There's a related sense in which Dawkins’ much-maligned God Delusion touches on this question: one of Dawkins' strongest arguments, it seems to me, is that disbelief in gods is the great point of human commonality. That I am, personally, an atheist certainly does not disqualify me from talking about religion. Without exception, every intelligent Christian and Muslim I have ever met has been emphatically atheist with respect to almost all the forty-thousand gods humanity has worshipped at one time or another. Atheism – a refusal to be credulous, a proper intellectual scepticism and dialectical open-mindedness – seems to me the default position of the healthy, sapient psyche. My intelligent Christian friend and I concur in our atheism concerning animistic tree-spirits, the river Scamandar, the divine Emperor Augustus, Wotan, Quezocoatl, Cthulu, the Flying Spaghetti Monster. Of course, we disagree on one specific example: the Christian trinity, which my friend believes divine and which I do not. But to worship the Christian trinity and not to worship the divine Emperor Augustus is, in part, to predicate one's faith on selective atheism.
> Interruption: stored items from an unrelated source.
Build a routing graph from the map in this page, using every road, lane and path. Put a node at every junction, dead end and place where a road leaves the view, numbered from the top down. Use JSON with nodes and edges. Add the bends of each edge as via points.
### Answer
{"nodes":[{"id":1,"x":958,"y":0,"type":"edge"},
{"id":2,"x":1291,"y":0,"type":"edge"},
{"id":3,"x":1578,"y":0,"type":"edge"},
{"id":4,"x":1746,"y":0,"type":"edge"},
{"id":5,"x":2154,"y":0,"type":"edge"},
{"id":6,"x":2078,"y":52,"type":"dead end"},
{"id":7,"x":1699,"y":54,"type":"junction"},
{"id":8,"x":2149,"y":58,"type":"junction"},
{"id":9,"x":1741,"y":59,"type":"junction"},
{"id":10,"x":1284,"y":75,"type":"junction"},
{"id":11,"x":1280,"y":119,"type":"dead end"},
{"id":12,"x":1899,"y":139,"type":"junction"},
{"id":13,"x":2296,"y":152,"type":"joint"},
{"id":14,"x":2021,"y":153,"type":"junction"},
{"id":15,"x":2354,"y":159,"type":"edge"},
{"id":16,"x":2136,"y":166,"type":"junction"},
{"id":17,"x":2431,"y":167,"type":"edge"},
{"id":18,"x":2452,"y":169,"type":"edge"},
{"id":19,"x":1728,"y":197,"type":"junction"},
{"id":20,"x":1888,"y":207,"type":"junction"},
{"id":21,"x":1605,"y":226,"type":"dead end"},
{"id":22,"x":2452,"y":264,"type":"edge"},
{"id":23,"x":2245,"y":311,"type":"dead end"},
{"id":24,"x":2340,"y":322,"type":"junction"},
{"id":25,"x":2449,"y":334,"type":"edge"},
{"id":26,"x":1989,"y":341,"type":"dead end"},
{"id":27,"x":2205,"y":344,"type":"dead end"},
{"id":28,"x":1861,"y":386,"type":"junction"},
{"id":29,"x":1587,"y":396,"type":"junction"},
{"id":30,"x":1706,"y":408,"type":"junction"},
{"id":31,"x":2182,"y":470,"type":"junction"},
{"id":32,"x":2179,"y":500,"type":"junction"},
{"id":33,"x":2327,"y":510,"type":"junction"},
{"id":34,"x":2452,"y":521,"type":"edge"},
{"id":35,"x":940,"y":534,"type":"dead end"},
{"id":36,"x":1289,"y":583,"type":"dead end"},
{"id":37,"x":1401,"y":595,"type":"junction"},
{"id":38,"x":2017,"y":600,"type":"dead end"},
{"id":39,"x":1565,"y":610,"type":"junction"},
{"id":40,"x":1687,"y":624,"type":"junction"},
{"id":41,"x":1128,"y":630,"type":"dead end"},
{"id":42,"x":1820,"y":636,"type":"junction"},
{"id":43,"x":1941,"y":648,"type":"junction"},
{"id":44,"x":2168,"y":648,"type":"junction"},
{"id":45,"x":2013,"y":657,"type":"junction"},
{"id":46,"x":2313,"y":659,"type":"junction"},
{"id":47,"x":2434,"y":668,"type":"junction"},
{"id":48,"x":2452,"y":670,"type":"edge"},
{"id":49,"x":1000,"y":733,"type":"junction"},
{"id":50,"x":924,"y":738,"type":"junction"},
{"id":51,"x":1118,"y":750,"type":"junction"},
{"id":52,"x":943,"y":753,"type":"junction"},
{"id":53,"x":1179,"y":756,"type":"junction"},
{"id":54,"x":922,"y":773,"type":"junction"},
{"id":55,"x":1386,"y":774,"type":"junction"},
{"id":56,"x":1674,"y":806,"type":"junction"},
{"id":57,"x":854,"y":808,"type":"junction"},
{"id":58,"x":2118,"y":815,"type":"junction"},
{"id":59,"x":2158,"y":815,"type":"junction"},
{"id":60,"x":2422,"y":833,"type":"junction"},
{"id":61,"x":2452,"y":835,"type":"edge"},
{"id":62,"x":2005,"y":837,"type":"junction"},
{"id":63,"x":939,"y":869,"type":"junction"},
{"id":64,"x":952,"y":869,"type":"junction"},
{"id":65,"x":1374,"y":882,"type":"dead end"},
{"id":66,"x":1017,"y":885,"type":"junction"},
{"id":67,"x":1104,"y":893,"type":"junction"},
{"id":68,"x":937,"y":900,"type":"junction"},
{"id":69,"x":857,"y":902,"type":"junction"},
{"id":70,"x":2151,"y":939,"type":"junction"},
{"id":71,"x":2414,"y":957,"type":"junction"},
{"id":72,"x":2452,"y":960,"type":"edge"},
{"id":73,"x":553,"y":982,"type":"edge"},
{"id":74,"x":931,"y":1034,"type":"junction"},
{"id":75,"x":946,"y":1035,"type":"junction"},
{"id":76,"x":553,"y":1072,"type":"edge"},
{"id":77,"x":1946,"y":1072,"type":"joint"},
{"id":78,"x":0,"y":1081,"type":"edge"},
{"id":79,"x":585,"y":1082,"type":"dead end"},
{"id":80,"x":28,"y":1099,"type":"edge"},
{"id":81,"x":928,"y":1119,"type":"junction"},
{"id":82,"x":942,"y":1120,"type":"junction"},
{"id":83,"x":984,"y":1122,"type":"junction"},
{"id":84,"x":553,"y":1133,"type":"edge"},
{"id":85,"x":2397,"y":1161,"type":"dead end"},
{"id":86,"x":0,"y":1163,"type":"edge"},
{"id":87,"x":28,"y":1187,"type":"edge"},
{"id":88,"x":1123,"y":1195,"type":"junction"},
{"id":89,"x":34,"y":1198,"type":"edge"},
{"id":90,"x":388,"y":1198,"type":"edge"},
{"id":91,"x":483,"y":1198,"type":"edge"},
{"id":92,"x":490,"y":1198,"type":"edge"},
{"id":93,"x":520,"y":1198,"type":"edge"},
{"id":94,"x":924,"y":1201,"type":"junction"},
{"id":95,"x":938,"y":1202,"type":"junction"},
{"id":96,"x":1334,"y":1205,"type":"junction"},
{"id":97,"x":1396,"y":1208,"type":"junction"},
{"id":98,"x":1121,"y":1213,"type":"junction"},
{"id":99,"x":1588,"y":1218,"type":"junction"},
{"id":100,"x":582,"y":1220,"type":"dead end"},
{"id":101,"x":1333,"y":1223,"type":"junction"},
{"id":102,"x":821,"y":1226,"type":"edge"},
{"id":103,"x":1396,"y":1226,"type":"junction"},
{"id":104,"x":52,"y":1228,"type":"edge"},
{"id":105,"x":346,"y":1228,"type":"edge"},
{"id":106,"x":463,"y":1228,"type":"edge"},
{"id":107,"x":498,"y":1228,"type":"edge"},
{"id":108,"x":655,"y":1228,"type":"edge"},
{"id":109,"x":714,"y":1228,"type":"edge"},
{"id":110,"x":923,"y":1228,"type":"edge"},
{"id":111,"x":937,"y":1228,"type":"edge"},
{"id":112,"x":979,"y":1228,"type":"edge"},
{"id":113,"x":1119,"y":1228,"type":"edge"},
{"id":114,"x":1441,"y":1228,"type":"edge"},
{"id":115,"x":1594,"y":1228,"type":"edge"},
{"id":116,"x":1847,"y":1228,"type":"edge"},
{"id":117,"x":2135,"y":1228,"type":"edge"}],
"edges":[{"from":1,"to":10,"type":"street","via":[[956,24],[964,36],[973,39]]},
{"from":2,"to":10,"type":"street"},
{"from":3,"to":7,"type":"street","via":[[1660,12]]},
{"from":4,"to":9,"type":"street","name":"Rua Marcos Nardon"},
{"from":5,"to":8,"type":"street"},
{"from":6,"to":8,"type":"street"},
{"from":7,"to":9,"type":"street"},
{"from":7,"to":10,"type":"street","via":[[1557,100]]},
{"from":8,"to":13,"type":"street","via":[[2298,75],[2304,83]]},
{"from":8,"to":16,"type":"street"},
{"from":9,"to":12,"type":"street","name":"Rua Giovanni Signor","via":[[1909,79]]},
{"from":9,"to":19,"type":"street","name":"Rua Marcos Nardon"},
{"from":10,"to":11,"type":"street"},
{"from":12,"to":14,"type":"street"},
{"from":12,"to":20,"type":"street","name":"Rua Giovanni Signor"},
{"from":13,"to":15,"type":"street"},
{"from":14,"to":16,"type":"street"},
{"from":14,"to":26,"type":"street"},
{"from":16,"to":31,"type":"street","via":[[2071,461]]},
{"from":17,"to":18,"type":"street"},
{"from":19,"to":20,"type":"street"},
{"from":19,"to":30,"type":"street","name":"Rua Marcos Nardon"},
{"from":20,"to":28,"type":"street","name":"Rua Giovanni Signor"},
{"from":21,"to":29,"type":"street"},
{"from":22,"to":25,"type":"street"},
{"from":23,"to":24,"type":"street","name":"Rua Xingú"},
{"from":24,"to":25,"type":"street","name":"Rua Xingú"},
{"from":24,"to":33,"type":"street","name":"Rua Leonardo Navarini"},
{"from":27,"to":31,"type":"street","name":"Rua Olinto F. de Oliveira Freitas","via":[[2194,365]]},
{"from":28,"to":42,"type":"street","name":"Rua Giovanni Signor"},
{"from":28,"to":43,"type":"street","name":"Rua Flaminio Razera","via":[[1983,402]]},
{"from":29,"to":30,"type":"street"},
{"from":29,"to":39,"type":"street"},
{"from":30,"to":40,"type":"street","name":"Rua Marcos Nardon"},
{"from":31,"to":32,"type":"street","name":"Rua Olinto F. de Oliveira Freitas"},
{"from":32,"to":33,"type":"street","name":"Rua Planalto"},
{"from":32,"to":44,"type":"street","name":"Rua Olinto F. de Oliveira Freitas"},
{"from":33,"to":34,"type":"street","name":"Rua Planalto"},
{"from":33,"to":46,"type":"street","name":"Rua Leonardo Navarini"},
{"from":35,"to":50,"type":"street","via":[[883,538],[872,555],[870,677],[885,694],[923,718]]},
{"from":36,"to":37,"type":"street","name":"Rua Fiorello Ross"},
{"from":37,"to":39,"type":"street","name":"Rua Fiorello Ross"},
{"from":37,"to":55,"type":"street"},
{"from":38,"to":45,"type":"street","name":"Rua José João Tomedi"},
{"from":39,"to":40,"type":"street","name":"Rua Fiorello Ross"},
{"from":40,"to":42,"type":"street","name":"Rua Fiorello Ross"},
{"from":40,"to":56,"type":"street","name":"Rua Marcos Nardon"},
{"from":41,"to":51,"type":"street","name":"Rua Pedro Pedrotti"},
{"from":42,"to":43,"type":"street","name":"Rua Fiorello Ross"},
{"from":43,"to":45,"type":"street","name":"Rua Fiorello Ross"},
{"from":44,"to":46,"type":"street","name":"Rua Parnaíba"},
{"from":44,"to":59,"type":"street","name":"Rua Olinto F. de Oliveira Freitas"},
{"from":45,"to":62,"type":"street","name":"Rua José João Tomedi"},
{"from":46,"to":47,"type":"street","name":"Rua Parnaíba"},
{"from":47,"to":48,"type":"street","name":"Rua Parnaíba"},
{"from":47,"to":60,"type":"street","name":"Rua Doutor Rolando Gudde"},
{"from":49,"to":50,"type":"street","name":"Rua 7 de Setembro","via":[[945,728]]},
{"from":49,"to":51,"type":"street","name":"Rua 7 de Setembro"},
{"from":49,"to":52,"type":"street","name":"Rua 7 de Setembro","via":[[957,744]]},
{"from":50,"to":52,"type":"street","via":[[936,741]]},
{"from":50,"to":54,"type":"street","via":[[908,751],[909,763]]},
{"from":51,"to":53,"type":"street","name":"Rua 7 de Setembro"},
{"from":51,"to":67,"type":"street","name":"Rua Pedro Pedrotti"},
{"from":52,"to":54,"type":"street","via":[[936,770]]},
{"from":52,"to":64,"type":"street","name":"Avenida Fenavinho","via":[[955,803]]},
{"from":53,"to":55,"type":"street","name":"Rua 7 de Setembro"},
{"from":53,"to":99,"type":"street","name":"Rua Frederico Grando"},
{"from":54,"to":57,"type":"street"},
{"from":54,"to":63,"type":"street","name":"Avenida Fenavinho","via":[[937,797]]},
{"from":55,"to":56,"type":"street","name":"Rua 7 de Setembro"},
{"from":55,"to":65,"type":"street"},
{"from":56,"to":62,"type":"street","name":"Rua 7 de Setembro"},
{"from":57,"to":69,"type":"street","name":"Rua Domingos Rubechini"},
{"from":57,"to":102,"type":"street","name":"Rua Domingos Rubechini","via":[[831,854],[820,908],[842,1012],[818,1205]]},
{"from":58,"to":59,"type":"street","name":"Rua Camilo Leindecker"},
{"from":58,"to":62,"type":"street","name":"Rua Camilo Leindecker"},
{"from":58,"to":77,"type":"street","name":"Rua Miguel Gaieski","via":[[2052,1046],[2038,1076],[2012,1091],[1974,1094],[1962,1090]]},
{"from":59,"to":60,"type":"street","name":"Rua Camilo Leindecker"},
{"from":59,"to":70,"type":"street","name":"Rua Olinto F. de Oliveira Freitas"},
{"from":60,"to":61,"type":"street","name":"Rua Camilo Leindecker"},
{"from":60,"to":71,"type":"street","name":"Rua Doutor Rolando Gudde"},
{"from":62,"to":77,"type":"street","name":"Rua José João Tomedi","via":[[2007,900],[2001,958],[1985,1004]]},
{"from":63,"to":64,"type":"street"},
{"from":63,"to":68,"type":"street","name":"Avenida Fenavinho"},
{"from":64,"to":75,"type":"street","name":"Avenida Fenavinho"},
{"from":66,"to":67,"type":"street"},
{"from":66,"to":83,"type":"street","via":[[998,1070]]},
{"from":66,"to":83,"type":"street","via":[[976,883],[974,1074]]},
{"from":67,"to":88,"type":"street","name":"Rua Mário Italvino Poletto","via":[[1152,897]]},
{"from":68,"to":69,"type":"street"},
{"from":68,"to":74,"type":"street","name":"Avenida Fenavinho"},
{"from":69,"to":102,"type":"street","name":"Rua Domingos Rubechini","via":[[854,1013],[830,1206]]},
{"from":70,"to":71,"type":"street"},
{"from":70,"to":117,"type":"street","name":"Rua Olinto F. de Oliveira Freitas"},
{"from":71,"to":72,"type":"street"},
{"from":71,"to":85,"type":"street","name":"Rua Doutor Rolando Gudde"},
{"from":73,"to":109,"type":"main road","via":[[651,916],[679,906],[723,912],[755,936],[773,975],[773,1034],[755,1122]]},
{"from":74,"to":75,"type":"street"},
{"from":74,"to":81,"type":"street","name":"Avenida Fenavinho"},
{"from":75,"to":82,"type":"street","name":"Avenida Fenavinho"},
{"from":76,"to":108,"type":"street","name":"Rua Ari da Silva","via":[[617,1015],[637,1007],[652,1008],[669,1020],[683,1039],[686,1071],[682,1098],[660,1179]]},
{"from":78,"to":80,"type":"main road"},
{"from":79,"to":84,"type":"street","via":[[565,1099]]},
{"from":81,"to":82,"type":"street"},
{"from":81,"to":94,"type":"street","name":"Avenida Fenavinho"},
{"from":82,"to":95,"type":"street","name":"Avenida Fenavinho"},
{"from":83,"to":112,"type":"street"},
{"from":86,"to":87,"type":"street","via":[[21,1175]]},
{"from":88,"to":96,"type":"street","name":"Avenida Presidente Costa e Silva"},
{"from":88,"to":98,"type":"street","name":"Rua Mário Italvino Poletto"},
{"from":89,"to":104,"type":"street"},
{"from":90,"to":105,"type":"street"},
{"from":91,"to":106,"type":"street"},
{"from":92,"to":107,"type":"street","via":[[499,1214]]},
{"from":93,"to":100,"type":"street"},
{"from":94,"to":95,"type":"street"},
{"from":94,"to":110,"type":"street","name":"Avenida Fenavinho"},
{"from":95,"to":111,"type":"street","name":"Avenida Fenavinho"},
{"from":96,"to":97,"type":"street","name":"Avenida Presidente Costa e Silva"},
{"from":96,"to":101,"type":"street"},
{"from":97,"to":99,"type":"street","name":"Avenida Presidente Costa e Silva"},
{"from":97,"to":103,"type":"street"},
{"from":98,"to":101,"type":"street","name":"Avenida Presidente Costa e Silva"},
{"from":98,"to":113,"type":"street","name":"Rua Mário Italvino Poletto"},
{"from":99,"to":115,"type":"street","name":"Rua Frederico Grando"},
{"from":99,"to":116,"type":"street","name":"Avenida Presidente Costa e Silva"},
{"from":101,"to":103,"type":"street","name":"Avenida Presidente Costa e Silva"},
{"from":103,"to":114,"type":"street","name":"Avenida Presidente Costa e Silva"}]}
Or to put it another way. Leafing through old copies of Journal of Theological Studies, as I like to do, I came upon this quotation from David Pailin, (April 1997):
Examination of the content and status of claims about the reality of God has led some theologians to conclude, to the surprise (and annoyance) of many believers, that religion will only have a healthy future if it abandons such claims. For them, as Alasdair MacIntyre once put it, ‘understanding Christianity is incompatible with believing in it’ because its ‘form of belief … has lost the social context which once made it comprehensible.’Because the crowd I hang out with includes a lot of university people, many religiously observant ones included, I’d say the religious people I know would tend, in my experience, to endorse this statement. Certainly, they find Dawkins’s attack on religion to be irrelevant to, or crudely misrepresentative of, their own praxis and beliefs. But I find it hard to believe that most of the world’s 4 billion religious humans (not just the fundamentalists, neither) would find such a claim acceptable. For them the reality of God is surely a simple truth. It’s the difference, there, between the “…has led some theologians to conclude…” and the “… to the surprise (and annoyance) of many believers”.